The discovery came as part of a project to excavate the area outside the modern city of Beit Shemesh before a new highway expansion comes through the area. The result is an exhibit entitled “Highway through History,” where “significant finds” from the dig will be on display. Also, the project will facilitate a discussion about “how to balance the needs for preservation vs. modernization.
Amanda Weiss, director of the Bible Lands Museum, explained the previous assumptions about the destruction of Beit Shemesh. According to CBN News, she said, “We thought the Assyrians destroyed (it) and it took years for us (the Jewish people) to come back and that everyone left and no one was here. But its not true. And we know it’s not true because we have these finds.”
Yehuda Kaplan, curator of the “Highway Through History” exhibit, told CBN News that they now believe happened at the ancient site. “What they understood from the finds is that after the city of Beit Shemesh was destroyed in the year 701 by Sennacherib the King of Assyria – a very, very famous biblical and historical event– a new settlement was found not at the top of the mound but on the slope, on the eastern slope of the mound.”
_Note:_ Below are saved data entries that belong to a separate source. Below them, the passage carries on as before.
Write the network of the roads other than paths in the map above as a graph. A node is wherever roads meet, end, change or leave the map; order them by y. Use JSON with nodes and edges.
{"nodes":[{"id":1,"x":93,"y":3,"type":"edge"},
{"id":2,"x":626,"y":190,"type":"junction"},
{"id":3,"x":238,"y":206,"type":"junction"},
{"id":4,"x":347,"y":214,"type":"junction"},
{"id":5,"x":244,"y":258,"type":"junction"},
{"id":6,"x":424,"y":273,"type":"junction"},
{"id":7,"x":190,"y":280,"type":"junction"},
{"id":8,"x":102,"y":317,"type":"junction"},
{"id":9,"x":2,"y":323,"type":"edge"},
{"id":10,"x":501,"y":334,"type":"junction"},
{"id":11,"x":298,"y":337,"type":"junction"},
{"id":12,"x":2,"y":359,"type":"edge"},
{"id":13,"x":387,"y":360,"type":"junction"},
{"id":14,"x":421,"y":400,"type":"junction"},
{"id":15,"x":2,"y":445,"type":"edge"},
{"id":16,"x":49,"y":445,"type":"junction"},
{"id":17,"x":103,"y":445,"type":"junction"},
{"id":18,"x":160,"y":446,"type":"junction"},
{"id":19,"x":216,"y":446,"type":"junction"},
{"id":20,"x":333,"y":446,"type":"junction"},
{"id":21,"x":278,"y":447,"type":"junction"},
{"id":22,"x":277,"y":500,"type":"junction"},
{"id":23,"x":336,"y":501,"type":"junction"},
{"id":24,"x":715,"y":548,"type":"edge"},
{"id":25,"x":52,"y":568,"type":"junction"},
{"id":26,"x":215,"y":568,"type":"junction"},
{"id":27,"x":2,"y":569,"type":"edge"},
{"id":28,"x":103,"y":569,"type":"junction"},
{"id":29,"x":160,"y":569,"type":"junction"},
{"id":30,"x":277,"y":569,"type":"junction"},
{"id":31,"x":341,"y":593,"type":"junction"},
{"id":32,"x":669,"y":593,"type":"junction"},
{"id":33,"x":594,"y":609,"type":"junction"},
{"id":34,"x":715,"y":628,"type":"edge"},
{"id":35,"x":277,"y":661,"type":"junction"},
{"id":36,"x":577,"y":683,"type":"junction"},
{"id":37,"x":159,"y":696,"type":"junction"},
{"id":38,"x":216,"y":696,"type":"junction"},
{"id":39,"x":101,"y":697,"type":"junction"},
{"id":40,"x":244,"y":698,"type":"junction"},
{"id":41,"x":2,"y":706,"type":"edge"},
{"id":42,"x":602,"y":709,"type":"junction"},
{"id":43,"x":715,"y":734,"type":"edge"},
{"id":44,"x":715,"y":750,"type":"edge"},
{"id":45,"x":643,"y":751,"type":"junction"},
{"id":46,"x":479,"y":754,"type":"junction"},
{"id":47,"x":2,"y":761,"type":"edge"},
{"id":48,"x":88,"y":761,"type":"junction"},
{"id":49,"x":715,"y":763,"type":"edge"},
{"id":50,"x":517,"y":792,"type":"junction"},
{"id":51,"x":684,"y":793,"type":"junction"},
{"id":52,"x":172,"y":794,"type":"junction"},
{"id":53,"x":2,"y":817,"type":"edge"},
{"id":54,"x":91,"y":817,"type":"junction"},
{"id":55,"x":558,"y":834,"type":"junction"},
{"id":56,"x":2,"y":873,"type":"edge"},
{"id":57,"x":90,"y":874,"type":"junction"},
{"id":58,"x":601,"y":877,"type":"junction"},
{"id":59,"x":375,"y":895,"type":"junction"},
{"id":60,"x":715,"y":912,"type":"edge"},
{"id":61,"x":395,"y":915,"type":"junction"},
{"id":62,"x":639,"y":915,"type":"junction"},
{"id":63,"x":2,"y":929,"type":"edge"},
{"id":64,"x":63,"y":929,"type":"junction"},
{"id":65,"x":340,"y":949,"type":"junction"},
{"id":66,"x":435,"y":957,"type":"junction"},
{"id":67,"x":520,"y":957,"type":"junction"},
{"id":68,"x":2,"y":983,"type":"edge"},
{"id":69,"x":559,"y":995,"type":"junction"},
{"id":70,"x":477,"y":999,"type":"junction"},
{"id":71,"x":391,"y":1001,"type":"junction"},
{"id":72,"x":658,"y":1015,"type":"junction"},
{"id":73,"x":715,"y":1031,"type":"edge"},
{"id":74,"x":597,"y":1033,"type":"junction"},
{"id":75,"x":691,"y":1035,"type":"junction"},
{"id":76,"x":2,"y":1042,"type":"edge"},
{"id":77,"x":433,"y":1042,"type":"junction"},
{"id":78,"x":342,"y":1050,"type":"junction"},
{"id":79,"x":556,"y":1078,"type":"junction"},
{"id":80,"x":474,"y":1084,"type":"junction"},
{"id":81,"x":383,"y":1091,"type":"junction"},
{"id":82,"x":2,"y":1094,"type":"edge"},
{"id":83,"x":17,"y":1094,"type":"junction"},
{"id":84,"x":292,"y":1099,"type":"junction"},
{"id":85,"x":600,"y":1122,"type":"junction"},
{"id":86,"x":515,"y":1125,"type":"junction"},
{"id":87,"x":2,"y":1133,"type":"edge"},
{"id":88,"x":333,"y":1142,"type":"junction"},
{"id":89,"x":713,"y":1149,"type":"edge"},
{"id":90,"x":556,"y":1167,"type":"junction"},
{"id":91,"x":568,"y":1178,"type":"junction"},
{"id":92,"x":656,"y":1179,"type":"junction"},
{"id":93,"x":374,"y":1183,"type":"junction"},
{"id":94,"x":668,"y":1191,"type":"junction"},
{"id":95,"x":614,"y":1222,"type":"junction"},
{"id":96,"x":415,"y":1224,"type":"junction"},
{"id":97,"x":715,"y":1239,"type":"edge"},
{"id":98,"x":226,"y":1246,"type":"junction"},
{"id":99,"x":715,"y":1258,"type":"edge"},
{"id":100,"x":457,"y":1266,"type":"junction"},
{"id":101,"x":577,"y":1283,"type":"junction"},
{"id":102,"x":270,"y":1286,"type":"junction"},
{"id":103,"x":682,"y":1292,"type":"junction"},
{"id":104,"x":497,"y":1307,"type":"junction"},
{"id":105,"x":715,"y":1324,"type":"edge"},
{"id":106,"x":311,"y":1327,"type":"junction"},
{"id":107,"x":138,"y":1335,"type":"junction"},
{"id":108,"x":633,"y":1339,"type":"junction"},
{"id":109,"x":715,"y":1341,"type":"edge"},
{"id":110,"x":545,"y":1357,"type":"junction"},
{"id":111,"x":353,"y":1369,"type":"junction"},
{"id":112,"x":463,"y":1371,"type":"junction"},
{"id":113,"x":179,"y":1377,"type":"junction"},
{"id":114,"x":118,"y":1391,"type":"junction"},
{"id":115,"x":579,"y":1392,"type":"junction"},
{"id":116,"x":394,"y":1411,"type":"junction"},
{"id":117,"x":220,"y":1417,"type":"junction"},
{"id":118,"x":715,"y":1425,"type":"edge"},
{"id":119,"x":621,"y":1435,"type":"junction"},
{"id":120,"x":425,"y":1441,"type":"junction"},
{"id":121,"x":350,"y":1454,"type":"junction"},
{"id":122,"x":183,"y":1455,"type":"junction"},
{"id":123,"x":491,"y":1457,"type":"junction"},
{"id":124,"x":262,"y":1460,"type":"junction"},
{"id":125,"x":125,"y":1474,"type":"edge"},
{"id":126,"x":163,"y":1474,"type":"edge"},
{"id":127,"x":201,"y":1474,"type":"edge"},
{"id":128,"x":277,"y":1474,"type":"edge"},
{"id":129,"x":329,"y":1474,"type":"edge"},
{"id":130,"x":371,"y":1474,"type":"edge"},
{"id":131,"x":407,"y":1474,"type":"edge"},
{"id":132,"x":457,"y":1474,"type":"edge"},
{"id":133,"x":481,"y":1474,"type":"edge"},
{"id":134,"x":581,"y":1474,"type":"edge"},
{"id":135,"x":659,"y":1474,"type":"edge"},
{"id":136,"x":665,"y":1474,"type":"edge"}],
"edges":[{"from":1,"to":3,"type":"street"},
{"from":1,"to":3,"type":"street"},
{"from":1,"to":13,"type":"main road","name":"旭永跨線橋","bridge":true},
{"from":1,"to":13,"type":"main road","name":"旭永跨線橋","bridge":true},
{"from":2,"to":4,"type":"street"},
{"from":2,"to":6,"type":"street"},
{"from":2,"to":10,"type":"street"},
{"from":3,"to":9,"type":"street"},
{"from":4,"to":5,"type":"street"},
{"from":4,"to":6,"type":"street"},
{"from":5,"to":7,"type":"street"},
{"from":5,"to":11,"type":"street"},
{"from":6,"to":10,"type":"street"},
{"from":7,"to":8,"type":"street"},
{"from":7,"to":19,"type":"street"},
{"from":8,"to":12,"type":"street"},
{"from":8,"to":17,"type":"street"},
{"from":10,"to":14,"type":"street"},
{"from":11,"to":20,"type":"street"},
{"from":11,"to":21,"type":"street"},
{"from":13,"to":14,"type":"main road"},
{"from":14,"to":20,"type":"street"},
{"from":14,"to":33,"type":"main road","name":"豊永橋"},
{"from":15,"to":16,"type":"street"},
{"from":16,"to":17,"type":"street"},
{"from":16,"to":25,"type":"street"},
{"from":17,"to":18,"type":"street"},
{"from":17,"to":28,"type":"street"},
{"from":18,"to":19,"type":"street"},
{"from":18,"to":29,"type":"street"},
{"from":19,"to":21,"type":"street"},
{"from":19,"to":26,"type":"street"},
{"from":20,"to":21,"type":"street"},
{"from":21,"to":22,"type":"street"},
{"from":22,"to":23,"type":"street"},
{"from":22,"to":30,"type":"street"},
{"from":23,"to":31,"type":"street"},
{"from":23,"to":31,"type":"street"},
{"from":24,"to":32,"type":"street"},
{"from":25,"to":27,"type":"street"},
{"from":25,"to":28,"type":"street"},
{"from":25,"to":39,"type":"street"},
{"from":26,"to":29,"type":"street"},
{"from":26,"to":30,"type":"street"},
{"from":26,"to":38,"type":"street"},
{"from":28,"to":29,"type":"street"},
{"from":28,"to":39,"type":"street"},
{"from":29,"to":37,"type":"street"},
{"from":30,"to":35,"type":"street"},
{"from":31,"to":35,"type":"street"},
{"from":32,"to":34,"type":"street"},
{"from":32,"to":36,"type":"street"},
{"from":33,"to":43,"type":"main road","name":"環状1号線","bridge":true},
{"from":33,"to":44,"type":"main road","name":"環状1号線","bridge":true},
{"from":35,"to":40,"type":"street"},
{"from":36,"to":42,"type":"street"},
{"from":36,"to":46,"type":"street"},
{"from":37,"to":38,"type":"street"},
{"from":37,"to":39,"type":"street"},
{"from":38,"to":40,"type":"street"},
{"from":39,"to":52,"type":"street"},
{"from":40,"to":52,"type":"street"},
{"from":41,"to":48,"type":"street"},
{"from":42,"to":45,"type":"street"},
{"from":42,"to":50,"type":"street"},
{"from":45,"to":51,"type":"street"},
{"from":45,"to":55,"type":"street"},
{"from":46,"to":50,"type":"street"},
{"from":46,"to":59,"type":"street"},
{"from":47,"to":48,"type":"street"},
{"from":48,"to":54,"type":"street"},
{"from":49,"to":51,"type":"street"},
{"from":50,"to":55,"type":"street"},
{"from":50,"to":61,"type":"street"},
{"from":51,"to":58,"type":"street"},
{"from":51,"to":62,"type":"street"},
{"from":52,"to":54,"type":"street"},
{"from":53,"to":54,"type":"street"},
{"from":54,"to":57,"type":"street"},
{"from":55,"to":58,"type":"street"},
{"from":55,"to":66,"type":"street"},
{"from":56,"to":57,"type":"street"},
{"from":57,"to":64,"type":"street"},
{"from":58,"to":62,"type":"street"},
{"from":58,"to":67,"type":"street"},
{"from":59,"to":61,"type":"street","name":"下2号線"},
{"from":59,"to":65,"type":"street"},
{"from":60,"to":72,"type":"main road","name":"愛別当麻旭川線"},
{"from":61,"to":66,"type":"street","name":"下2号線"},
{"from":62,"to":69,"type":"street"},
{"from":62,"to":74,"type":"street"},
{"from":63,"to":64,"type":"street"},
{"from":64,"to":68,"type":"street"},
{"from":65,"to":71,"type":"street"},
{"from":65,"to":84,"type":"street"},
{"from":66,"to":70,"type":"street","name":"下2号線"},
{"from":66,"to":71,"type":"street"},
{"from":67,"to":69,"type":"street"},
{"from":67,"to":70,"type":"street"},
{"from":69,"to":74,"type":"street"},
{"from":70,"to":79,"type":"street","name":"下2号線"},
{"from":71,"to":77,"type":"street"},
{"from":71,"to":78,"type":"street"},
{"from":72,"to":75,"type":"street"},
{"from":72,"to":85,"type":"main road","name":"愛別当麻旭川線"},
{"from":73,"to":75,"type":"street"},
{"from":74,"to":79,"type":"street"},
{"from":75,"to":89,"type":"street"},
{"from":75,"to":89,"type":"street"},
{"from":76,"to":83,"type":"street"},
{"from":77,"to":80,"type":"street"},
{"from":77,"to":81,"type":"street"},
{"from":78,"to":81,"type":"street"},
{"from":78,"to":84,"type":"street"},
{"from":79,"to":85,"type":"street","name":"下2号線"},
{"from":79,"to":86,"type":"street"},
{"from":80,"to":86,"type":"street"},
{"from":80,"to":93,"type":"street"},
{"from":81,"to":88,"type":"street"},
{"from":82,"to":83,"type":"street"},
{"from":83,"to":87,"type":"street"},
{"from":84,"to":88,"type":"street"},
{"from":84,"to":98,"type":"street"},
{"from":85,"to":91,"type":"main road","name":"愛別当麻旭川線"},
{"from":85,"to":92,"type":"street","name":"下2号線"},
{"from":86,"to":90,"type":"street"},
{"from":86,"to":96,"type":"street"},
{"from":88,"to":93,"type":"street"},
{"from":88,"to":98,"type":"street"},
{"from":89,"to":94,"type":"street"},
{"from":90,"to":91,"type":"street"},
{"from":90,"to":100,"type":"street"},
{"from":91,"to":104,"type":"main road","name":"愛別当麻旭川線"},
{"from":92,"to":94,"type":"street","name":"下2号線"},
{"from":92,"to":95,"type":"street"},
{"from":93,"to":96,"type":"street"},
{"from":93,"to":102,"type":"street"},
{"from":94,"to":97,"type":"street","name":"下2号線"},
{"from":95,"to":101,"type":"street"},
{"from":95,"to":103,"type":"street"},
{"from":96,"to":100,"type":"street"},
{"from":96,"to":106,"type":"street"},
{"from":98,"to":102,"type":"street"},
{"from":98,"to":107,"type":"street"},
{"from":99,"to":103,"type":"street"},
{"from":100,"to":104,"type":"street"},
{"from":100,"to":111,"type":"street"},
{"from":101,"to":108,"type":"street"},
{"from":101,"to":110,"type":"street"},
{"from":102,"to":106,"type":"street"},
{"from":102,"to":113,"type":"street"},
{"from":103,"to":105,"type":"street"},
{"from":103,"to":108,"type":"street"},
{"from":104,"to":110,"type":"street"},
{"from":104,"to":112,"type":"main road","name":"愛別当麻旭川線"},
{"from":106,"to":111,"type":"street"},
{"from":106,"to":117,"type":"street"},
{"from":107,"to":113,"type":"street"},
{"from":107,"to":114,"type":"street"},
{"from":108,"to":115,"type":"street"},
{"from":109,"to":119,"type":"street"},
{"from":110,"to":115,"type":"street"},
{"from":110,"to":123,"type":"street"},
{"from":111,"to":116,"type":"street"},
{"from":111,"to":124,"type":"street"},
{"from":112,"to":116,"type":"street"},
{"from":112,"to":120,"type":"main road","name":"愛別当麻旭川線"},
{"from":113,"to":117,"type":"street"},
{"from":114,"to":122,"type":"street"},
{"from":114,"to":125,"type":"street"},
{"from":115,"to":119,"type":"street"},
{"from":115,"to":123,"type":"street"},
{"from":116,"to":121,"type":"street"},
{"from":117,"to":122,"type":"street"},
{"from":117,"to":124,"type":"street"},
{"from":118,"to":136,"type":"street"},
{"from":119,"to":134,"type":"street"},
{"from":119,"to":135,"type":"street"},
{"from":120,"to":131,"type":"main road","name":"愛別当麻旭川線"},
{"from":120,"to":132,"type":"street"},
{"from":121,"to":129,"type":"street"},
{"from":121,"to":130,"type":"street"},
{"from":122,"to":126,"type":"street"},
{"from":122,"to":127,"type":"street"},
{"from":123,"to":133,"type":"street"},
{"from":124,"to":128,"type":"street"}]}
The site revealed several interesting facts about life in ancient Beit Shemesh. They discovered a large area dedicated to the production of olive oil, including oil presses, stone basins for crushing olives and storerooms and clay jars for storing the oil they produced. The “Highway through History” website explains that “The olive oil industry was a primary economic source of Beit Shemesh at this time. The quantities of oil produced were so vast, exceeding local requirements, that they possibly served to supply the demands of the Assyrian empire.”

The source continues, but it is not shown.